------ Excerpted data
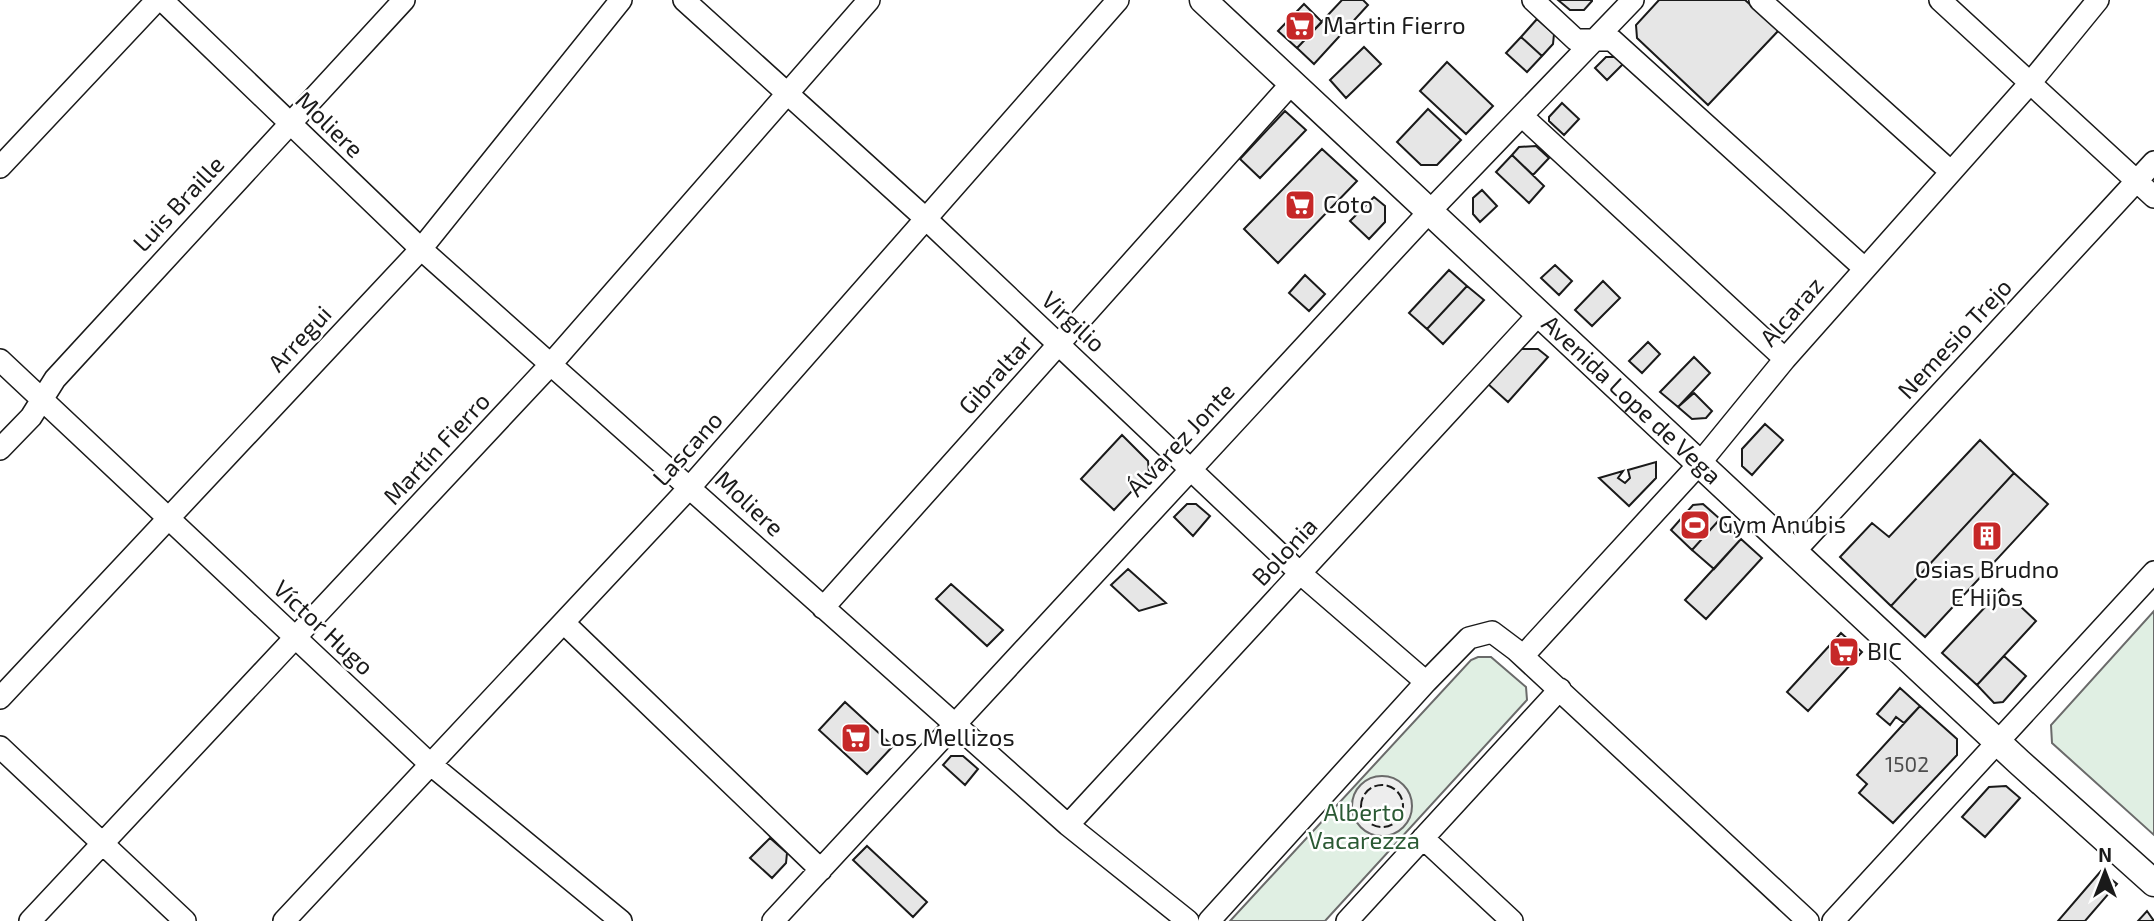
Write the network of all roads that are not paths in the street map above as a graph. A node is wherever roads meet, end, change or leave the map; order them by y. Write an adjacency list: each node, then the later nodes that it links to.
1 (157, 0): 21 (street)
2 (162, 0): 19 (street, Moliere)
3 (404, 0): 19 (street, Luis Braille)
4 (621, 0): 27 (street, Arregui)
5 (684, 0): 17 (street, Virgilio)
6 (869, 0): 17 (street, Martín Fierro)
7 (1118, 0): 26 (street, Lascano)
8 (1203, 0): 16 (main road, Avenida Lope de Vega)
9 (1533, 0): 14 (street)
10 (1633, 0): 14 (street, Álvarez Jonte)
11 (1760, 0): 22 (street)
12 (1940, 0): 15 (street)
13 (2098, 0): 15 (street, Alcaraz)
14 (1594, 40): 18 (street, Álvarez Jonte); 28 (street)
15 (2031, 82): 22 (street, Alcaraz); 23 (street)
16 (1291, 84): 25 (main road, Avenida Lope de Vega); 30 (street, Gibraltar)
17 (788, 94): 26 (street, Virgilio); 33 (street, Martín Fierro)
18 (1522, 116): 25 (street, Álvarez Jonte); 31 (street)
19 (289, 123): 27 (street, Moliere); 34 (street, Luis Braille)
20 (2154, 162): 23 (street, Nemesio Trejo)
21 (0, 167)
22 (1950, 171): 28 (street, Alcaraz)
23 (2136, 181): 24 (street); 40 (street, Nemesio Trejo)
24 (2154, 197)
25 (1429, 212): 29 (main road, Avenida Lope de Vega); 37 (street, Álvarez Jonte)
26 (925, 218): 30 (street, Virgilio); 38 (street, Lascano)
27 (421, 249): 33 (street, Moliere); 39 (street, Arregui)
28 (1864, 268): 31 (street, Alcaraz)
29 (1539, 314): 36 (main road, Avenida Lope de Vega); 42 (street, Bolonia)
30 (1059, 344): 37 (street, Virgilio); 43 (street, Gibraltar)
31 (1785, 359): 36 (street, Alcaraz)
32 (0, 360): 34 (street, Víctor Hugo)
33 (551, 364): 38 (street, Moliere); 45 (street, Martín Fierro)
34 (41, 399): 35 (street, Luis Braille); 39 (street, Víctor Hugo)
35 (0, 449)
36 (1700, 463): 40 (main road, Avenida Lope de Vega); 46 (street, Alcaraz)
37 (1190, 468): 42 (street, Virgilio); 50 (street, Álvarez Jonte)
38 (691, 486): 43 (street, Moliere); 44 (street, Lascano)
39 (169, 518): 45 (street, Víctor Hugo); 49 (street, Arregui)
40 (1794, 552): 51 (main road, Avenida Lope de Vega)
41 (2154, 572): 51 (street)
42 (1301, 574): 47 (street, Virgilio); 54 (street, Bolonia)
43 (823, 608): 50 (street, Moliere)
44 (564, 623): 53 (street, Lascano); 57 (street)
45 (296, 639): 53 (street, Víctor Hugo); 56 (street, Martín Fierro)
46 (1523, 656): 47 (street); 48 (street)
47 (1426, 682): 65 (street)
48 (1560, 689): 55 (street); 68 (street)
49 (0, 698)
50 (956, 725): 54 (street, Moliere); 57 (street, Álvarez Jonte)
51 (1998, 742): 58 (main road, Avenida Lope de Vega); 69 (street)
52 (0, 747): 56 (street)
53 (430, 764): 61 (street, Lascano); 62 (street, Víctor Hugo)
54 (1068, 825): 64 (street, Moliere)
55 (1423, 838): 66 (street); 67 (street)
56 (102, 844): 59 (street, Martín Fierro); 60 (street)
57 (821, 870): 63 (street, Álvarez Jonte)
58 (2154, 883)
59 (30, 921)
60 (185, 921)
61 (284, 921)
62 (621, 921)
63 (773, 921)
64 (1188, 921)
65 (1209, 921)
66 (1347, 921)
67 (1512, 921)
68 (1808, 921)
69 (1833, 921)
------------
------ Excerpted data
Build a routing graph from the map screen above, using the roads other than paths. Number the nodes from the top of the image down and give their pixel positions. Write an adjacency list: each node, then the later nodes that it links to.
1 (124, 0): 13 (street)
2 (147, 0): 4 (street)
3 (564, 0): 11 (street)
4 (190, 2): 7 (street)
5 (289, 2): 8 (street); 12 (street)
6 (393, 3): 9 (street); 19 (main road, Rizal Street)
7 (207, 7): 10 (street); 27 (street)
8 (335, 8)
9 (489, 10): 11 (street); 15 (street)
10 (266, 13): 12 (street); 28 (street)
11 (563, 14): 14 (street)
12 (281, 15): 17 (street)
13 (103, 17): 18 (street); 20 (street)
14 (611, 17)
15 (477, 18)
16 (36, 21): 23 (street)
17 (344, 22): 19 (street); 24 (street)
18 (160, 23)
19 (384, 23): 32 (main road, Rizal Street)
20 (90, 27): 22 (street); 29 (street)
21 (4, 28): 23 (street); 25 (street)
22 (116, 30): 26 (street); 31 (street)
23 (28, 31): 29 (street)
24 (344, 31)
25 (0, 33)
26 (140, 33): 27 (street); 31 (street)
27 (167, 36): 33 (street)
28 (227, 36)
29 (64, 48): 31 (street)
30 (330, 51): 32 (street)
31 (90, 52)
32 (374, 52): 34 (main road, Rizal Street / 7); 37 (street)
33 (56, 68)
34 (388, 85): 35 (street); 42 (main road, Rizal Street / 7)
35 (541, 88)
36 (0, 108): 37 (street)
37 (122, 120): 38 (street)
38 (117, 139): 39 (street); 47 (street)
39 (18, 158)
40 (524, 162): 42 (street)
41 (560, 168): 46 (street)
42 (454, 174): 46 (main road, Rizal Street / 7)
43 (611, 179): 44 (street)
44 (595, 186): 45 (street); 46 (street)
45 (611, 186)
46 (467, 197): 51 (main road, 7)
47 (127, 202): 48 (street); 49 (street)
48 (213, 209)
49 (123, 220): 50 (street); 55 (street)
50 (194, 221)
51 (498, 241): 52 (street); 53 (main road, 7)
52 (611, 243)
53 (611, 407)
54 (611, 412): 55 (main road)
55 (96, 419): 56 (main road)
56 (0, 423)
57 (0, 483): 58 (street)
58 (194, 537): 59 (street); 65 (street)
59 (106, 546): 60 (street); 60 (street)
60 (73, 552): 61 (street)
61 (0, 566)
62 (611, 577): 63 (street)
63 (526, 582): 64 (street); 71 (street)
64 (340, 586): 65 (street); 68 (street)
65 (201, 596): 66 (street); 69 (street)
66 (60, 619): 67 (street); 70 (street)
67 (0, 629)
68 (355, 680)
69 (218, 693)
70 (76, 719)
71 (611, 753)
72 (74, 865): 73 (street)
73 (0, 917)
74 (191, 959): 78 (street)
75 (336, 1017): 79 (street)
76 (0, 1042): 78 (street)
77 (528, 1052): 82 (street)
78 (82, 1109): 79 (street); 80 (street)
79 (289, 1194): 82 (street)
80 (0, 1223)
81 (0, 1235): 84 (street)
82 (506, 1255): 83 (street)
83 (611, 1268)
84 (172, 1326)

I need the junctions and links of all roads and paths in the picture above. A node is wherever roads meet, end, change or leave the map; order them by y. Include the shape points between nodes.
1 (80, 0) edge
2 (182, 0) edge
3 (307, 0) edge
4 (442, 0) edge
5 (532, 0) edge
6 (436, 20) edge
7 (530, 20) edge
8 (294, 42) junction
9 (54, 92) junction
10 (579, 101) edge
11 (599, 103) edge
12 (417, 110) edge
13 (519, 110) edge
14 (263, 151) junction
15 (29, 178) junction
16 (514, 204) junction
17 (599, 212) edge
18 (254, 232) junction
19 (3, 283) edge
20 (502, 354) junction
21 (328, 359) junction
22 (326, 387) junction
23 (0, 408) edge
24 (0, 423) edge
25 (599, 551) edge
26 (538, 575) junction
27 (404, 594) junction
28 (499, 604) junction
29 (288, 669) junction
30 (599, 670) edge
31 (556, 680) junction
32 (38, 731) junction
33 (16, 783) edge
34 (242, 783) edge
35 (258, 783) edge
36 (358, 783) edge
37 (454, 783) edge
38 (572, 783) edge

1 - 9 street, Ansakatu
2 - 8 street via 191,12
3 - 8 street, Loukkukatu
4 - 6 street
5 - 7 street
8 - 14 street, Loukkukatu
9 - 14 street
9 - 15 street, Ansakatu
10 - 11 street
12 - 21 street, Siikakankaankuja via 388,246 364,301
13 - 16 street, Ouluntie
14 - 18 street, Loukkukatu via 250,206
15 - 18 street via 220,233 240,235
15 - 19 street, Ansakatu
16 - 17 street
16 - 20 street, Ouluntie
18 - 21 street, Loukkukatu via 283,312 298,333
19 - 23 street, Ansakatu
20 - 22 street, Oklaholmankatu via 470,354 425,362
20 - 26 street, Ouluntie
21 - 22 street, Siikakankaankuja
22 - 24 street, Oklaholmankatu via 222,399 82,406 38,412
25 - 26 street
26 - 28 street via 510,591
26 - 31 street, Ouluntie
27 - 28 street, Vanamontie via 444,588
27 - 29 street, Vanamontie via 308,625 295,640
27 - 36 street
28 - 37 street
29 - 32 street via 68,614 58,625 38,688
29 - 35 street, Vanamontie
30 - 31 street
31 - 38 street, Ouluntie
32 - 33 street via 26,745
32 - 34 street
------------
• [Task to carry out] Copy out every line from the records that has the word "Trejo".

• [The completed task]
20 (2154, 162): 23 (street, Nemesio Trejo)
23 (2136, 181): 24 (street); 40 (street, Nemesio Trejo)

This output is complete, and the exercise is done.